Segment Open
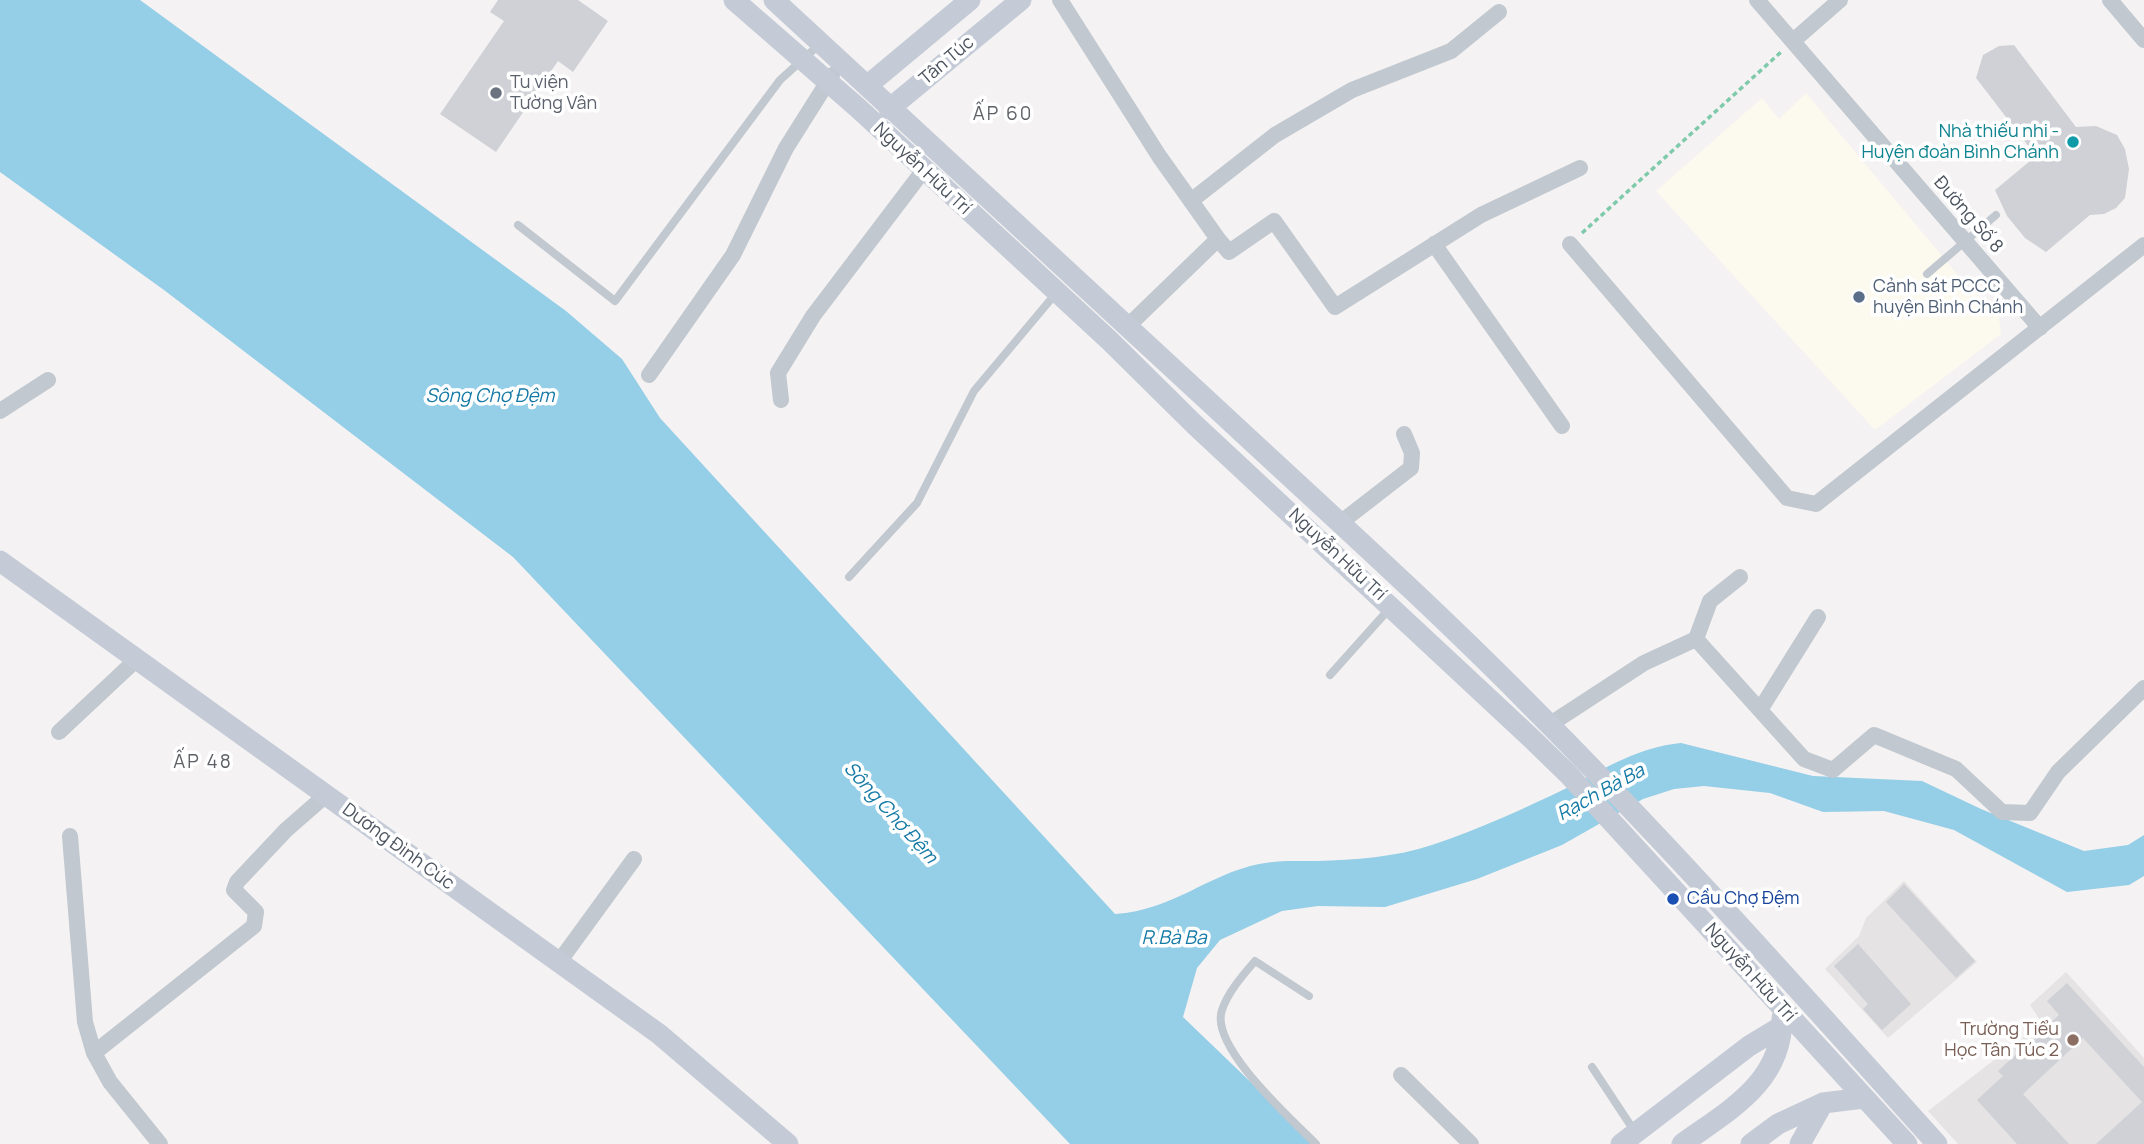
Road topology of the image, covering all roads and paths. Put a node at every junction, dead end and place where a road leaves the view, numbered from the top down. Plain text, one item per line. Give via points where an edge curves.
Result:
1 (734, 0) edge
2 (774, 0) edge
3 (970, 0) edge
4 (1021, 0) edge
5 (1060, 0) edge
6 (1757, 0) edge
7 (1840, 0) edge
8 (2109, 0) edge
9 (1499, 12) dead end
10 (2144, 40) edge
11 (1793, 41) junction
12 (821, 43) junction
13 (802, 58) junction
14 (842, 62) junction
15 (827, 82) junction
16 (868, 85) junction
17 (849, 100) junction
18 (881, 116) junction
19 (1580, 168) dead end
20 (923, 171) junction
21 (1192, 200) junction
22 (1996, 215) dead end
23 (517, 225) dead end
24 (1218, 239) junction
25 (1966, 242) junction
26 (1434, 244) junction
27 (1570, 244) joint
28 (2144, 245) edge
29 (1927, 275) dead end
30 (1057, 292) junction
31 (1128, 326) junction
32 (2040, 328) junction
33 (649, 375) dead end
34 (48, 380) dead end
35 (781, 400) dead end
36 (1215, 408) junction
37 (0, 411) edge
38 (1195, 425) junction
39 (1562, 426) dead end
40 (1404, 434) dead end
41 (1340, 523) junction
42 (0, 561) edge
43 (849, 577) dead end
44 (1740, 577) dead end
45 (1392, 606) junction
46 (1818, 617) dead end
47 (1696, 639) junction
48 (137, 659) junction
49 (1330, 675) dead end
50 (2144, 688) edge
51 (1760, 710) junction
52 (1549, 725) junction
53 (59, 732) dead end
54 (327, 795) junction
55 (70, 836) dead end
56 (634, 859) dead end
57 (559, 962) junction
58 (1309, 996) dead end
59 (1782, 1017) junction
60 (94, 1053) junction
61 (1592, 1067) dead end
62 (1401, 1075) dead end
63 (1864, 1098) junction
64 (1823, 1102) junction
65 (1628, 1139) edge
66 (160, 1144) edge
67 (788, 1144) edge
68 (1316, 1144) edge
69 (1471, 1144) edge
70 (1682, 1144) edge
71 (1751, 1144) edge
72 (1800, 1144) edge
73 (1907, 1144) edge
74 (1937, 1144) edge

1 - 13 main road, Nguyễn Hữu Trí
2 - 12 main road, Nguyễn Hữu Trí
3 - 16 main road, Tân Túc
4 - 18 main road, Tân Túc
5 - 21 street
6 - 11 street, Đường Số 8
7 - 11 street
8 - 10 street
9 - 21 street via 1451,51 1352,90 1275,135
11 - 25 street, Đường Số 8
11 - 27 path
12 - 13 lane
12 - 14 main road, Nguyễn Hữu Trí
13 - 15 main road, Nguyễn Hữu Trí
13 - 23 lane via 780,80 615,302
14 - 15 street
14 - 16 main road, Nguyễn Hữu Trí
15 - 17 main road, Nguyễn Hữu Trí
15 - 33 street via 786,148 733,255
16 - 17 street, Tân Túc
16 - 18 main road, Nguyễn Hữu Trí
17 - 18 main road, Nguyễn Hữu Trí
18 - 20 main road, Nguyễn Hữu Trí
18 - 31 main road, Nguyễn Hữu Trí
19 - 26 street via 1481,215
20 - 30 main road, Nguyễn Hữu Trí
20 - 35 street via 813,316 778,373
21 - 24 street
22 - 25 lane
24 - 26 street via 1228,252 1274,221 1335,307
24 - 31 street
25 - 29 lane
25 - 32 street, Đường Số 8
26 - 39 street
27 - 32 street via 1787,498 1816,504
28 - 32 street
30 - 38 main road, Nguyễn Hữu Trí
30 - 43 lane via 974,391 917,503
31 - 36 main road, Nguyễn Hữu Trí
34 - 37 street
36 - 38 main road
36 - 41 main road, Nguyễn Hữu Trí
38 - 45 main road, Nguyễn Hữu Trí
40 - 41 street via 1412,453 1411,468
41 - 52 main road, Nguyễn Hữu Trí
42 - 48 main road, Dương Đình Cúc
44 - 47 street via 1710,601
45 - 49 lane
45 - 59 main road, Nguyễn Hữu Trí via 1568,774
46 - 51 street
47 - 51 street
47 - 52 street via 1644,663
48 - 53 street
48 - 54 main road, Dương Đình Cúc
50 - 51 street via 2058,772 2030,813 2002,812 1956,769 1874,736 1833,770 1804,759
52 - 74 main road, Nguyễn Hữu Trí via 1644,822
54 - 57 main road, Dương Đình Cúc
54 - 60 street via 237,882 234,890 256,912 254,926
55 - 60 street via 85,1022
56 - 57 street
57 - 67 main road, Dương Đình Cúc via 659,1034
58 - 68 lane via 1255,961 1221,1011 1220,1022 1232,1052
59 - 63 main road, Nguyễn Hữu Trí
59 - 65 main road
59 - 70 main road via 1773,1066 1752,1091
60 - 66 street via 110,1082
61 - 65 lane
62 - 69 street
63 - 64 main road
63 - 73 main road, Nguyễn Hữu Trí
64 - 71 main road via 1778,1124
64 - 72 main road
Segment Closed
**EXERCISE BRIEF**
Each line from the material above that mentions the word "lane" needs to be copied.

**SOLUTION TO THIS TASK**
12 - 13 lane
13 - 23 lane via 780,80 615,302
22 - 25 lane
25 - 29 lane
30 - 43 lane via 974,391 917,503
45 - 49 lane
58 - 68 lane via 1255,961 1221,1011 1220,1022 1232,1052
61 - 65 lane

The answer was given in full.